> **WORK TASK**:
What is wanted is an exact copy of all the entries.

++++ DATA SUPPLIED

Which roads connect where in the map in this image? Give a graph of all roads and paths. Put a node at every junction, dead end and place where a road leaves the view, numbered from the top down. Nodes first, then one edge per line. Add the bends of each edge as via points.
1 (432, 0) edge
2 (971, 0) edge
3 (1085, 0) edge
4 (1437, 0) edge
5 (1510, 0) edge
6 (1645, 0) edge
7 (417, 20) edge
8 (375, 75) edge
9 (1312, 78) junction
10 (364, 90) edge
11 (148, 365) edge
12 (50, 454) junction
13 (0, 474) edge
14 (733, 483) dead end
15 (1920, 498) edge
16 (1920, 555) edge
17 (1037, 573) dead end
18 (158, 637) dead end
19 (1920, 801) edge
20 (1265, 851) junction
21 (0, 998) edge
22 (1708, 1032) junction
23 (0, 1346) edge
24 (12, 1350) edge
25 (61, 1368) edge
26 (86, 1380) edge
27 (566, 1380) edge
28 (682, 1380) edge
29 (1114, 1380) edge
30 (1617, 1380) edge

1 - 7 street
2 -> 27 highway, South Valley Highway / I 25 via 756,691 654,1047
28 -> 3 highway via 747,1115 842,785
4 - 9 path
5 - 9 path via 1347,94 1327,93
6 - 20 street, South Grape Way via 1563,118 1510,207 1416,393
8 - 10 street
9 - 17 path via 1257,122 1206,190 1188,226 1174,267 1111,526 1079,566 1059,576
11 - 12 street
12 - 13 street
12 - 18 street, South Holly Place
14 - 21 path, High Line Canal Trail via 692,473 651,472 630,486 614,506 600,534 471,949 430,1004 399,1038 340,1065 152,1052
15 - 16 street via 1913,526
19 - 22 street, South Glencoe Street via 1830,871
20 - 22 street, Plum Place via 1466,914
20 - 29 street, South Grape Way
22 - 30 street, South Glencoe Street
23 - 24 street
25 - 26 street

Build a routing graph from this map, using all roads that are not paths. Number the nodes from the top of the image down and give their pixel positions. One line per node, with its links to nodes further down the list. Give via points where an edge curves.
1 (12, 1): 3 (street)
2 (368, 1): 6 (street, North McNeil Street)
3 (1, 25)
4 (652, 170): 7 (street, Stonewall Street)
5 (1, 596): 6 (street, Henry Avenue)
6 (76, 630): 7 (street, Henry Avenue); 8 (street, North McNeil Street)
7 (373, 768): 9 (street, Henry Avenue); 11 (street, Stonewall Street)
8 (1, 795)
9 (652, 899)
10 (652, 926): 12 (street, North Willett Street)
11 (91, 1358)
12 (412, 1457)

++++++++

> **RESULT FOR THIS TASK**:
Which roads connect where in the map in this image? Give a graph of all roads and paths. Put a node at every junction, dead end and place where a road leaves the view, numbered from the top down. Nodes first, then one edge per line. Add the bends of each edge as via points.
1 (432, 0) edge
2 (971, 0) edge
3 (1085, 0) edge
4 (1437, 0) edge
5 (1510, 0) edge
6 (1645, 0) edge
7 (417, 20) edge
8 (375, 75) edge
9 (1312, 78) junction
10 (364, 90) edge
11 (148, 365) edge
12 (50, 454) junction
13 (0, 474) edge
14 (733, 483) dead end
15 (1920, 498) edge
16 (1920, 555) edge
17 (1037, 573) dead end
18 (158, 637) dead end
19 (1920, 801) edge
20 (1265, 851) junction
21 (0, 998) edge
22 (1708, 1032) junction
23 (0, 1346) edge
24 (12, 1350) edge
25 (61, 1368) edge
26 (86, 1380) edge
27 (566, 1380) edge
28 (682, 1380) edge
29 (1114, 1380) edge
30 (1617, 1380) edge

1 - 7 street
2 -> 27 highway, South Valley Highway / I 25 via 756,691 654,1047
28 -> 3 highway via 747,1115 842,785
4 - 9 path
5 - 9 path via 1347,94 1327,93
6 - 20 street, South Grape Way via 1563,118 1510,207 1416,393
8 - 10 street
9 - 17 path via 1257,122 1206,190 1188,226 1174,267 1111,526 1079,566 1059,576
11 - 12 street
12 - 13 street
12 - 18 street, South Holly Place
14 - 21 path, High Line Canal Trail via 692,473 651,472 630,486 614,506 600,534 471,949 430,1004 399,1038 340,1065 152,1052
15 - 16 street via 1913,526
19 - 22 street, South Glencoe Street via 1830,871
20 - 22 street, Plum Place via 1466,914
20 - 29 street, South Grape Way
22 - 30 street, South Glencoe Street
23 - 24 street
25 - 26 street

Build a routing graph from this map, using all roads that are not paths. Number the nodes from the top of the image down and give their pixel positions. One line per node, with its links to nodes further down the list. Give via points where an edge curves.
1 (12, 1): 3 (street)
2 (368, 1): 6 (street, North McNeil Street)
3 (1, 25)
4 (652, 170): 7 (street, Stonewall Street)
5 (1, 596): 6 (street, Henry Avenue)
6 (76, 630): 7 (street, Henry Avenue); 8 (street, North McNeil Street)
7 (373, 768): 9 (street, Henry Avenue); 11 (street, Stonewall Street)
8 (1, 795)
9 (652, 899)
10 (652, 926): 12 (street, North Willett Street)
11 (91, 1358)
12 (412, 1457)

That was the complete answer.